● Dataset:

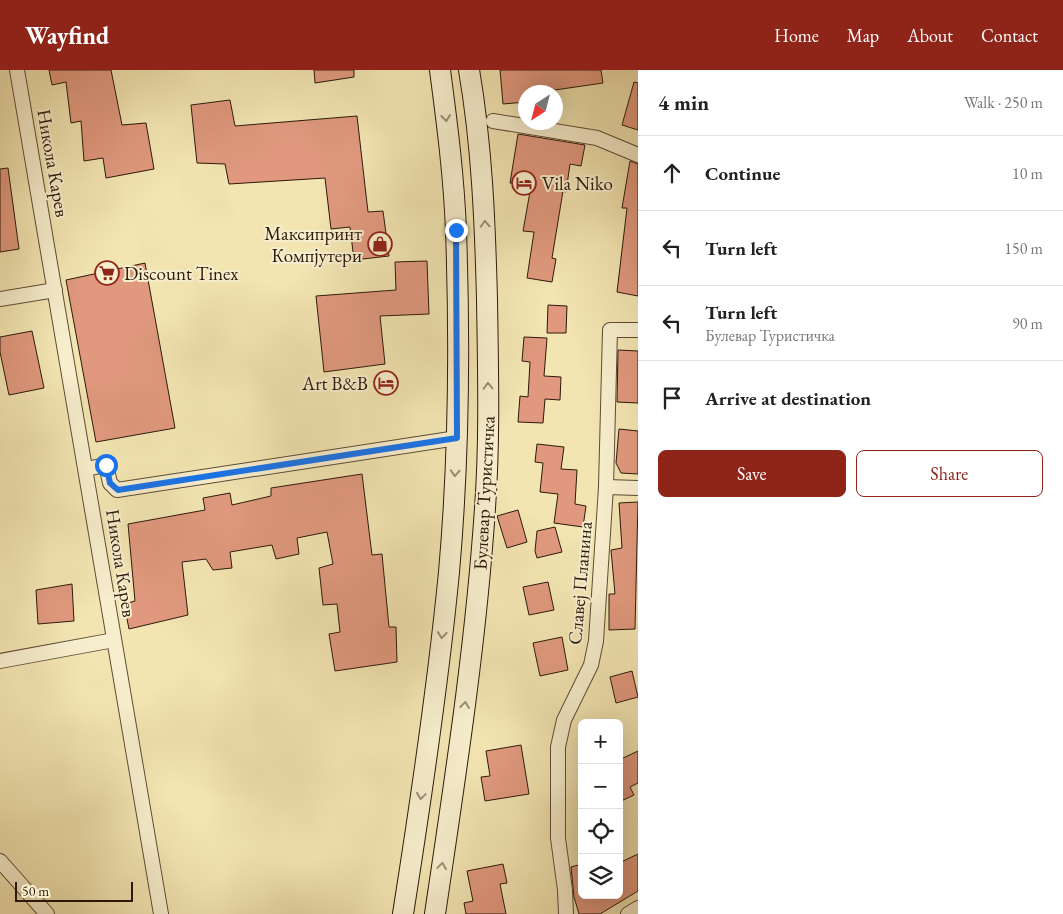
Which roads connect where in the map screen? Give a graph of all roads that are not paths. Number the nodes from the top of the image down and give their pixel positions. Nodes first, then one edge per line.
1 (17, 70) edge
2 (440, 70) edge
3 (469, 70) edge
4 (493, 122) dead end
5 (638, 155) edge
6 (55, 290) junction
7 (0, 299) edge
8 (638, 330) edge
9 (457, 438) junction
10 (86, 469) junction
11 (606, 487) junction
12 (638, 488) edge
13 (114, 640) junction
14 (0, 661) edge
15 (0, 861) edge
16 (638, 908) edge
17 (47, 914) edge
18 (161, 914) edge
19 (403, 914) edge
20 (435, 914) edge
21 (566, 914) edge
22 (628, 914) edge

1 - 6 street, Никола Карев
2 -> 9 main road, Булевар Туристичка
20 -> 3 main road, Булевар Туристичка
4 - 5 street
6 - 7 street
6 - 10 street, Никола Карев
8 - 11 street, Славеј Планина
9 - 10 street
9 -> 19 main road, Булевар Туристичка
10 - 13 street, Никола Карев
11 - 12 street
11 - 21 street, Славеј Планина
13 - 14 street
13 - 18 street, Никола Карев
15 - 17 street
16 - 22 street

● What to work on: All entries above must be duplicated exactly; please omit any picture they hold.

● Answer to the exercise:
Which roads connect where in the map screen? Give a graph of all roads that are not paths. Number the nodes from the top of the image down and give their pixel positions. Nodes first, then one edge per line.
1 (17, 70) edge
2 (440, 70) edge
3 (469, 70) edge
4 (493, 122) dead end
5 (638, 155) edge
6 (55, 290) junction
7 (0, 299) edge
8 (638, 330) edge
9 (457, 438) junction
10 (86, 469) junction
11 (606, 487) junction
12 (638, 488) edge
13 (114, 640) junction
14 (0, 661) edge
15 (0, 861) edge
16 (638, 908) edge
17 (47, 914) edge
18 (161, 914) edge
19 (403, 914) edge
20 (435, 914) edge
21 (566, 914) edge
22 (628, 914) edge

1 - 6 street, Никола Карев
2 -> 9 main road, Булевар Туристичка
20 -> 3 main road, Булевар Туристичка
4 - 5 street
6 - 7 street
6 - 10 street, Никола Карев
8 - 11 street, Славеј Планина
9 - 10 street
9 -> 19 main road, Булевар Туристичка
10 - 13 street, Никола Карев
11 - 12 street
11 - 21 street, Славеј Планина
13 - 14 street
13 - 18 street, Никола Карев
15 - 17 street
16 - 22 street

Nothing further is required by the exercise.